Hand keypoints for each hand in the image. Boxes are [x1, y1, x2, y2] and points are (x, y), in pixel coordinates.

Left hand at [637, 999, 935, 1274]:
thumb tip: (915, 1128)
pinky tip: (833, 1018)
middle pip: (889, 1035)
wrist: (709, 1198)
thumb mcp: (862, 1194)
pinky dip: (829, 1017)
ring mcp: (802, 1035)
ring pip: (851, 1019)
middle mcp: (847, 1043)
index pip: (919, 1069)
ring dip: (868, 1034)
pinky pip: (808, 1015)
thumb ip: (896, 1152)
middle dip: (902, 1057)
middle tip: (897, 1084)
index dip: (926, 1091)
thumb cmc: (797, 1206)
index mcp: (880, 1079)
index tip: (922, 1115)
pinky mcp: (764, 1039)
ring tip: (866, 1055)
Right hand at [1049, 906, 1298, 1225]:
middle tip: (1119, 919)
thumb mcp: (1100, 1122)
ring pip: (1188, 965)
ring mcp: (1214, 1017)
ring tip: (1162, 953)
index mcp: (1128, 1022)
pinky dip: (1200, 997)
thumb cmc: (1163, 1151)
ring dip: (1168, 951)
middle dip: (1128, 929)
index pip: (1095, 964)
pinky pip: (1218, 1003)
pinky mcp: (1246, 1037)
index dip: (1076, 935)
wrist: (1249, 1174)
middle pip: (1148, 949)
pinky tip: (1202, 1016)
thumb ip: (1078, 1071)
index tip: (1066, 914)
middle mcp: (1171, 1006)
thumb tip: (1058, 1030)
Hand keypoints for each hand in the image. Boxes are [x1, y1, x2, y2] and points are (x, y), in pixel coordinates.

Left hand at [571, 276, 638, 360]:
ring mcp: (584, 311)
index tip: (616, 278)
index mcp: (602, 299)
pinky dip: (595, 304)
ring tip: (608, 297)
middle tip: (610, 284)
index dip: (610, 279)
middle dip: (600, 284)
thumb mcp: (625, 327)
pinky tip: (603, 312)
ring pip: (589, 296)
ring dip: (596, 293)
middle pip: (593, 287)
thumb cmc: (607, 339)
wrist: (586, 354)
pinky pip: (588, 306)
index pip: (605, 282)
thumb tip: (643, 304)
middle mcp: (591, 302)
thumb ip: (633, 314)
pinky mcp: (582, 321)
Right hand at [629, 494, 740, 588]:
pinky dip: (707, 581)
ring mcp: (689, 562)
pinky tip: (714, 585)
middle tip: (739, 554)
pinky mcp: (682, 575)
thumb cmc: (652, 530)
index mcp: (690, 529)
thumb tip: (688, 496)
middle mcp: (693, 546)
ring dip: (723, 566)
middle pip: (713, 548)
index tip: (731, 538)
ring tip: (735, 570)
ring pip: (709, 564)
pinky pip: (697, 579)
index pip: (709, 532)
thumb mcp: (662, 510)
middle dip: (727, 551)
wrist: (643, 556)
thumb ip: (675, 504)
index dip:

## [Task item]
Of the entries listed above, reproduce only the lines starting at the line containing "index tip: (1066, 914)" and ending at the line containing "middle pip: (593, 287)". Include both, exactly as they stand.

## [Output]
index tip: (1066, 914)
middle mcp: (1171, 1006)
thumb tip: (1058, 1030)
Hand keypoints for each hand in the image. Boxes are [x1, y1, x2, y2] and points are (x, y), in pixel coordinates.

Left hand at [571, 276, 638, 360]:
ring mcp: (584, 311)
index tip: (616, 278)
index mcp: (602, 299)
pinky dip: (595, 304)
ring tip: (608, 297)
middle tip: (610, 284)
index dip: (610, 279)
middle dip: (600, 284)
thumb mcp: (625, 327)
pinky tip: (603, 312)
ring pip: (589, 296)
ring dip: (596, 293)
middle pip: (593, 287)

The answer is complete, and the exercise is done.